* [Information provided]
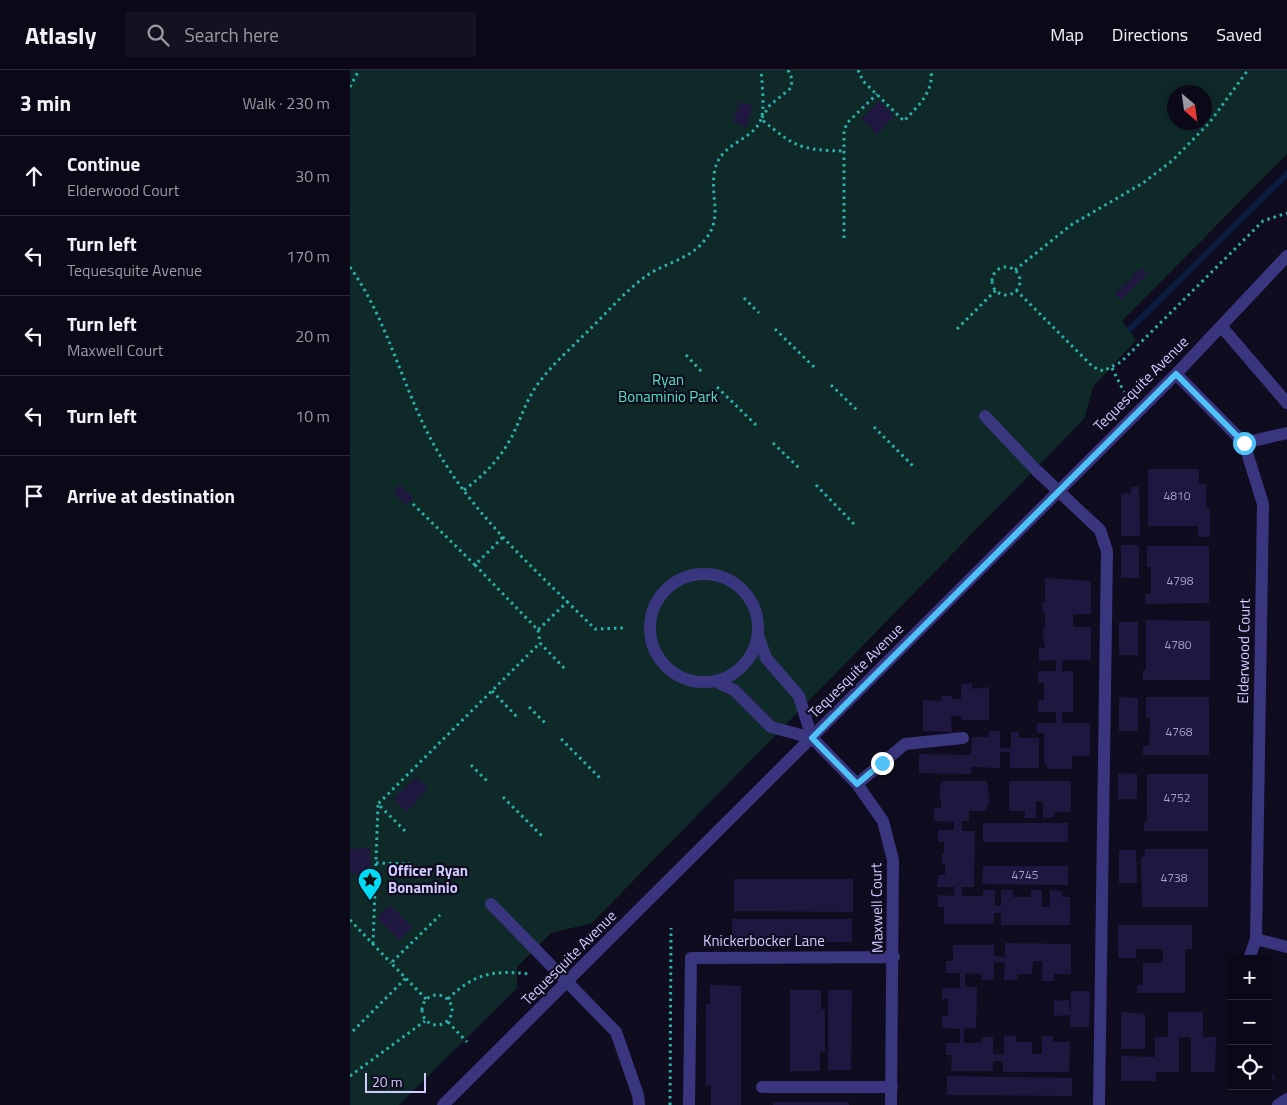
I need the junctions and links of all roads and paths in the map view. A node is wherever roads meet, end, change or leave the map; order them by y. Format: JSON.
{"nodes":[{"id":1,"x":359,"y":70,"type":"edge"},
{"id":2,"x":761,"y":70,"type":"edge"},
{"id":3,"x":788,"y":70,"type":"edge"},
{"id":4,"x":858,"y":70,"type":"edge"},
{"id":5,"x":931,"y":70,"type":"edge"},
{"id":6,"x":1248,"y":70,"type":"edge"},
{"id":7,"x":350,"y":87,"type":"edge"},
{"id":8,"x":877,"y":94,"type":"junction"},
{"id":9,"x":761,"y":120,"type":"junction"},
{"id":10,"x":844,"y":151,"type":"junction"},
{"id":11,"x":1287,"y":213,"type":"edge"},
{"id":12,"x":844,"y":238,"type":"dead end"},
{"id":13,"x":1287,"y":256,"type":"edge"},
{"id":14,"x":350,"y":267,"type":"edge"},
{"id":15,"x":1015,"y":270,"type":"junction"},
{"id":16,"x":996,"y":290,"type":"junction"},
{"id":17,"x":1016,"y":290,"type":"junction"},
{"id":18,"x":744,"y":298,"type":"dead end"},
{"id":19,"x":759,"y":313,"type":"dead end"},
{"id":20,"x":1222,"y":326,"type":"junction"},
{"id":21,"x":776,"y":329,"type":"dead end"},
{"id":22,"x":957,"y":329,"type":"dead end"},
{"id":23,"x":686,"y":355,"type":"dead end"},
{"id":24,"x":815,"y":368,"type":"dead end"},
{"id":25,"x":1112,"y":368,"type":"junction"},
{"id":26,"x":701,"y":370,"type":"dead end"},
{"id":27,"x":1176,"y":374,"type":"junction"},
{"id":28,"x":832,"y":385,"type":"dead end"},
{"id":29,"x":717,"y":387,"type":"dead end"},
{"id":30,"x":1124,"y":392,"type":"dead end"},
{"id":31,"x":1287,"y":403,"type":"edge"},
{"id":32,"x":858,"y":411,"type":"dead end"},
{"id":33,"x":985,"y":416,"type":"dead end"},
{"id":34,"x":757,"y":426,"type":"dead end"},
{"id":35,"x":874,"y":427,"type":"dead end"},
{"id":36,"x":1287,"y":433,"type":"edge"},
{"id":37,"x":773,"y":443,"type":"dead end"},
{"id":38,"x":1244,"y":443,"type":"junction"},
{"id":39,"x":914,"y":467,"type":"dead end"},
{"id":40,"x":800,"y":469,"type":"dead end"},
{"id":41,"x":816,"y":486,"type":"dead end"},
{"id":42,"x":464,"y":490,"type":"junction"},
{"id":43,"x":1058,"y":490,"type":"junction"},
{"id":44,"x":414,"y":504,"type":"dead end"},
{"id":45,"x":855,"y":525,"type":"dead end"},
{"id":46,"x":503,"y":537,"type":"junction"},
{"id":47,"x":475,"y":565,"type":"junction"},
{"id":48,"x":568,"y":601,"type":"junction"},
{"id":49,"x":624,"y":628,"type":"dead end"},
{"id":50,"x":538,"y":630,"type":"junction"},
{"id":51,"x":758,"y":635,"type":"junction"},
{"id":52,"x":540,"y":643,"type":"junction"},
{"id":53,"x":566,"y":670,"type":"dead end"},
{"id":54,"x":715,"y":681,"type":"junction"},
{"id":55,"x":492,"y":691,"type":"junction"},
{"id":56,"x":529,"y":707,"type":"dead end"},
{"id":57,"x":518,"y":718,"type":"dead end"},
{"id":58,"x":546,"y":724,"type":"dead end"},
{"id":59,"x":812,"y":738,"type":"junction"},
{"id":60,"x":963,"y":738,"type":"dead end"},
{"id":61,"x":561,"y":739,"type":"dead end"},
{"id":62,"x":471,"y":765,"type":"dead end"},
{"id":63,"x":600,"y":778,"type":"dead end"},
{"id":64,"x":488,"y":782,"type":"dead end"},
{"id":65,"x":857,"y":784,"type":"junction"},
{"id":66,"x":503,"y":797,"type":"dead end"},
{"id":67,"x":378,"y":804,"type":"junction"},
{"id":68,"x":404,"y":831,"type":"dead end"},
{"id":69,"x":542,"y":836,"type":"dead end"},
{"id":70,"x":376,"y":863,"type":"junction"},
{"id":71,"x":413,"y":864,"type":"dead end"},
{"id":72,"x":491,"y":904,"type":"dead end"},
{"id":73,"x":440,"y":915,"type":"dead end"},
{"id":74,"x":350,"y":920,"type":"edge"},
{"id":75,"x":671,"y":928,"type":"dead end"},
{"id":76,"x":1256,"y":939,"type":"junction"},
{"id":77,"x":373,"y":944,"type":"junction"},
{"id":78,"x":1287,"y":947,"type":"edge"},
{"id":79,"x":1251,"y":955,"type":"edge"},
{"id":80,"x":894,"y":957,"type":"junction"},
{"id":81,"x":391,"y":963,"type":"junction"},
{"id":82,"x":530,"y":974,"type":"dead end"},
{"id":83,"x":406,"y":978,"type":"junction"},
{"id":84,"x":567,"y":983,"type":"junction"},
{"id":85,"x":426,"y":999,"type":"junction"},
{"id":86,"x":448,"y":999,"type":"junction"},
{"id":87,"x":425,"y":1021,"type":"junction"},
{"id":88,"x":448,"y":1022,"type":"junction"},
{"id":89,"x":353,"y":1030,"type":"dead end"},
{"id":90,"x":467,"y":1042,"type":"dead end"},
{"id":91,"x":350,"y":1076,"type":"edge"},
{"id":92,"x":892,"y":1086,"type":"junction"},
{"id":93,"x":762,"y":1087,"type":"dead end"},
{"id":94,"x":1287,"y":1099,"type":"edge"},
{"id":95,"x":443,"y":1105,"type":"edge"},
{"id":96,"x":639,"y":1105,"type":"edge"},
{"id":97,"x":670,"y":1105,"type":"edge"},
{"id":98,"x":689,"y":1105,"type":"edge"},
{"id":99,"x":892,"y":1105,"type":"edge"},
{"id":100,"x":1099,"y":1105,"type":"edge"},
{"id":101,"x":1278,"y":1105,"type":"edge"}],
"edges":[{"from":1,"to":7,"type":"path"},
{"from":2,"to":9,"type":"path"},
{"from":3,"to":9,"type":"path"},
{"from":4,"to":8,"type":"path"},
{"from":5,"to":8,"type":"path"},
{"from":6,"to":15,"type":"path"},
{"from":8,"to":10,"type":"path"},
{"from":9,"to":10,"type":"path"},
{"from":9,"to":42,"type":"path"},
{"from":10,"to":12,"type":"path"},
{"from":11,"to":25,"type":"path"},
{"from":13,"to":20,"type":"street","name":"Tequesquite Avenue"},
{"from":14,"to":42,"type":"path"},
{"from":15,"to":16,"type":"path"},
{"from":15,"to":17,"type":"path"},
{"from":16,"to":17,"type":"path"},
{"from":16,"to":22,"type":"path"},
{"from":17,"to":25,"type":"path"},
{"from":18,"to":19,"type":"path"},
{"from":20,"to":27,"type":"street","name":"Tequesquite Avenue"},
{"from":20,"to":31,"type":"street"},
{"from":21,"to":24,"type":"path"},
{"from":23,"to":26,"type":"path"},
{"from":25,"to":30,"type":"path"},
{"from":27,"to":38,"type":"street","name":"Elderwood Court"},
{"from":27,"to":43,"type":"street","name":"Tequesquite Avenue"},
{"from":28,"to":32,"type":"path"},
{"from":29,"to":34,"type":"path"},
{"from":33,"to":43,"type":"street"},
{"from":35,"to":39,"type":"path"},
{"from":36,"to":38,"type":"street"},
{"from":37,"to":40,"type":"path"},
{"from":38,"to":76,"type":"street","name":"Elderwood Court"},
{"from":41,"to":45,"type":"path"},
{"from":42,"to":46,"type":"path"},
{"from":43,"to":59,"type":"street","name":"Tequesquite Avenue"},
{"from":43,"to":100,"type":"street"},
{"from":44,"to":47,"type":"path"},
{"from":46,"to":47,"type":"path"},
{"from":46,"to":48,"type":"path"},
{"from":47,"to":50,"type":"path"},
{"from":48,"to":49,"type":"path"},
{"from":48,"to":50,"type":"path"},
{"from":50,"to":52,"type":"path"},
{"from":51,"to":54,"type":"street"},
{"from":51,"to":54,"type":"street"},
{"from":51,"to":59,"type":"street"},
{"from":52,"to":53,"type":"path"},
{"from":52,"to":55,"type":"path"},
{"from":54,"to":59,"type":"street"},
{"from":55,"to":57,"type":"path"},
{"from":55,"to":67,"type":"path"},
{"from":56,"to":58,"type":"path"},
{"from":59,"to":65,"type":"street","name":"Maxwell Court"},
{"from":59,"to":84,"type":"street","name":"Tequesquite Avenue"},
{"from":60,"to":65,"type":"street"},
{"from":61,"to":63,"type":"path"},
{"from":62,"to":64,"type":"path"},
{"from":65,"to":80,"type":"street","name":"Maxwell Court"},
{"from":66,"to":69,"type":"path"},
{"from":67,"to":68,"type":"path"},
{"from":67,"to":70,"type":"path"},
{"from":70,"to":71,"type":"path"},
{"from":70,"to":77,"type":"path"},
{"from":72,"to":84,"type":"street"},
{"from":73,"to":81,"type":"path"},
{"from":74,"to":77,"type":"path"},
{"from":75,"to":97,"type":"path"},
{"from":76,"to":78,"type":"street"},
{"from":76,"to":79,"type":"street","name":"Elderwood Court"},
{"from":77,"to":81,"type":"path"},
{"from":80,"to":92,"type":"street","name":"Maxwell Court"},
{"from":80,"to":98,"type":"street","name":"Knickerbocker Lane"},
{"from":81,"to":83,"type":"path"},
{"from":82,"to":86,"type":"path"},
{"from":83,"to":85,"type":"path"},
{"from":83,"to":89,"type":"path"},
{"from":84,"to":95,"type":"street","name":"Tequesquite Avenue"},
{"from":84,"to":96,"type":"street"},
{"from":85,"to":86,"type":"path"},
{"from":85,"to":87,"type":"path"},
{"from":86,"to":88,"type":"path"},
{"from":87,"to":88,"type":"path"},
{"from":87,"to":91,"type":"path"},
{"from":88,"to":90,"type":"path"},
{"from":92,"to":93,"type":"street"},
{"from":92,"to":99,"type":"street","name":"Maxwell Court"},
{"from":94,"to":101,"type":"street"}]}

* [Exercise brief] If a line holds the string "Avenue", it counts; please state how many such lines there are in the data, with nothing more.

* [Written answer] 6